It’s one of the biggest concerns for the self-employed: Fail to hand your tax returns in on time and you face a £100 fine. Now, according to insiders, the Government is looking at removing the fine.
Last year, 840,000 people were automatically slapped with the £100 fine for failing to return their tax forms by the self-assessment deadline of January 31st.
The idea of removing the £100 fine was first mooted around three years ago. Now, it’s rumoured that the Government will be resurrecting the scheme with a change from a single penalty payment to a points system. Some have likened it to getting points on your licence for incurring driving offences.
With all the talk around the Budget focused on the removal of stamp duty, you might’ve missed the announcement in the fine print. It said:
‘The Government will reform the penalty system for late or missing tax returns, adopting a new points-based approach. It will also consult on whether to simplify and harmonise penalties and interest due to late payments and repayments. This will ensure that the system is fair, simple and effective across different taxes. Final decisions on both measures will be taken following this latter consultation.’
In addition to this alteration in tax repayment, the Government are also looking at the viability of deducting tax debts from peoples’ pay in real-time. If you’re a freelancer, you might not like it, but it’s another way of simplifying the current system.
Of course, this major shake-up is designed for those who make an honest mistake, rather than those trying to con of the Tax Man. Indeed, the Government specifically said the new rules will mean only those ‘people who really don’t care about playing by the rules’ will be fined.
That means it’s likely that the sweeping change is mostly aimed not just at the millions of self-employed workers, but more specifically at those workers in the rising ‘gig economy’. This has seen freelancers, who are often not as tax-savvy as big businesses – like Uber drivers and designers and artists take advantage of the internet to ply their trade. Simplifying the tax system, and removing penalties, is just one such way the Government can encourage the entrepreneurial spirit within the gig economy.

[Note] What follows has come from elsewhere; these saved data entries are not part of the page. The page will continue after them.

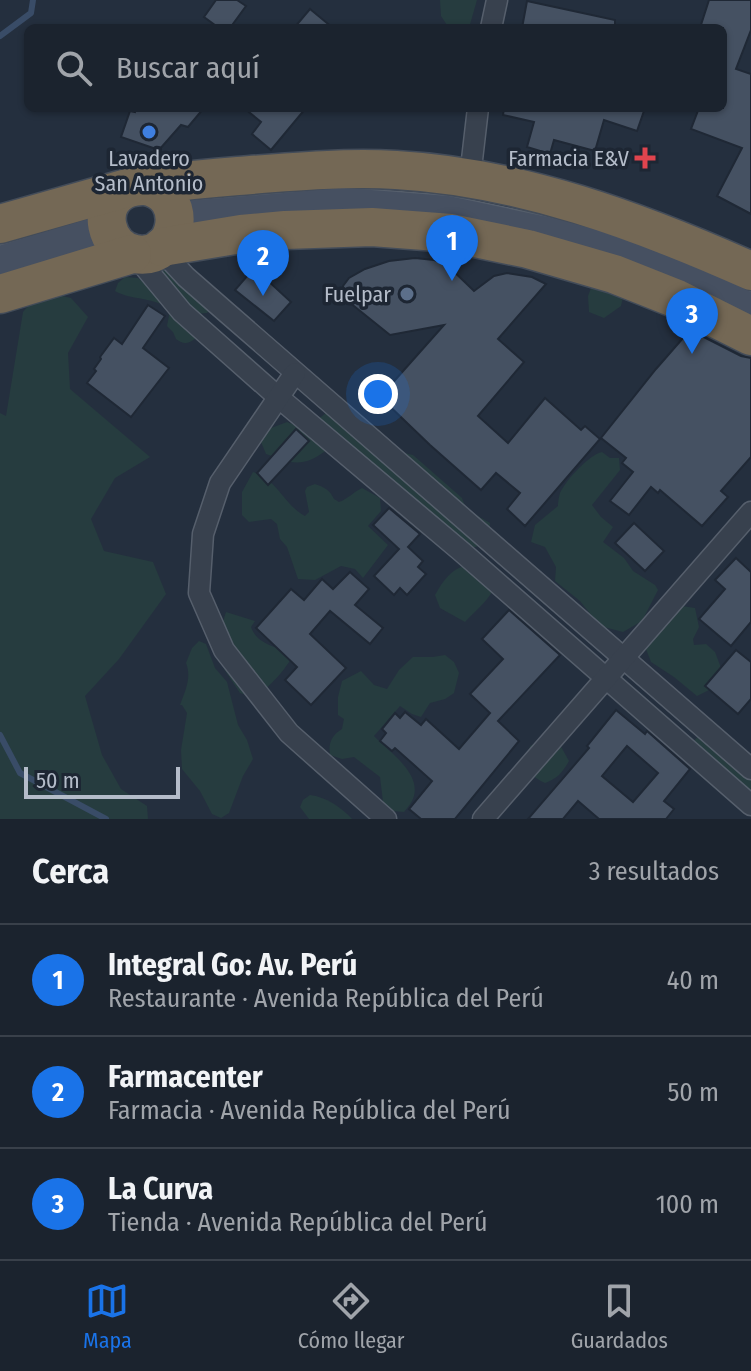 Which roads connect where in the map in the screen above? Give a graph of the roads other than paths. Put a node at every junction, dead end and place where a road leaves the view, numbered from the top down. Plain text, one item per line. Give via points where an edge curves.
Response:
1 (497, 0) edge
2 (492, 24) edge
3 (478, 112) edge
4 (470, 177) junction
5 (136, 187) junction
6 (0, 224) edge
7 (145, 241) junction
8 (0, 260) edge
9 (751, 271) edge
10 (0, 294) edge
11 (751, 308) edge
12 (751, 336) edge
13 (295, 373) junction
14 (278, 397) junction
15 (751, 512) edge
16 (624, 658) junction
17 (606, 678) junction
18 (751, 769) edge
19 (751, 805) edge
20 (386, 819) edge
21 (483, 819) edge

1 - 2 street
3 - 4 street
4 - 5 highway via 395,170 311,171
4 - 9 highway via 652,229
5 - 6 highway
5 - 7 highway via 156,189 171,203
5 - 7 highway via 119,193 106,218
7 - 8 street
7 - 10 highway
7 - 11 street via 344,202 447,210 593,243 677,273
7 - 12 highway via 372,227 451,233 614,274
7 - 13 street
7 - 14 street via 182,312
13 - 14 street
13 - 16 street
14 - 17 street
14 - 20 street via 220,483 203,534 199,593 224,650 289,733
15 - 16 street
16 - 17 street
16 - 18 street
17 - 19 street
17 - 21 street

Using the new points-based system, the Government will only apply a fine once the self-assessor has accumulated four points on their tax returns. And there’s hope for those who do miss the self-assessment deadline, with the Government stating:
‘If a customer achieves a sustained period of good compliance before a penalty is triggered, the points total will be reset to zero. A sustained period means that a number of submissions are provided on time for a set period.’
As it currently stands, if a self-employed worker missed the deadline by just one minute, they’ll be slapped with the fine. The rule shake-up was welcomed by Yvette Nunn, of the Association of Taxation Technicians. She said:
‘A points-based system under which a taxpayer’s recent compliance history is considered before HMRC imposes a penalty for delayed submission of a tax return is sensible.’
Sources at the HMRC suggested that they wanted to take ‘a holistic approach and not penalise people who trip up and go after people who really don’t care about playing by the rules.’ Meanwhile, a spokesman said:
‘We will support the majority of people who have a good track record but who may make the odd mistake. The proposed penalty changes mean that only the minority of taxpayers who can’t be bothered to make the effort to meet deadlines will face a penalty. The one size fits all approach needs to go, replaced by a much more flexible and supportive approach so that we only penalise those with a history of ignoring the rules.’
Decriminalising those who make honest mistakes, then, seems like the idea way to achieve this.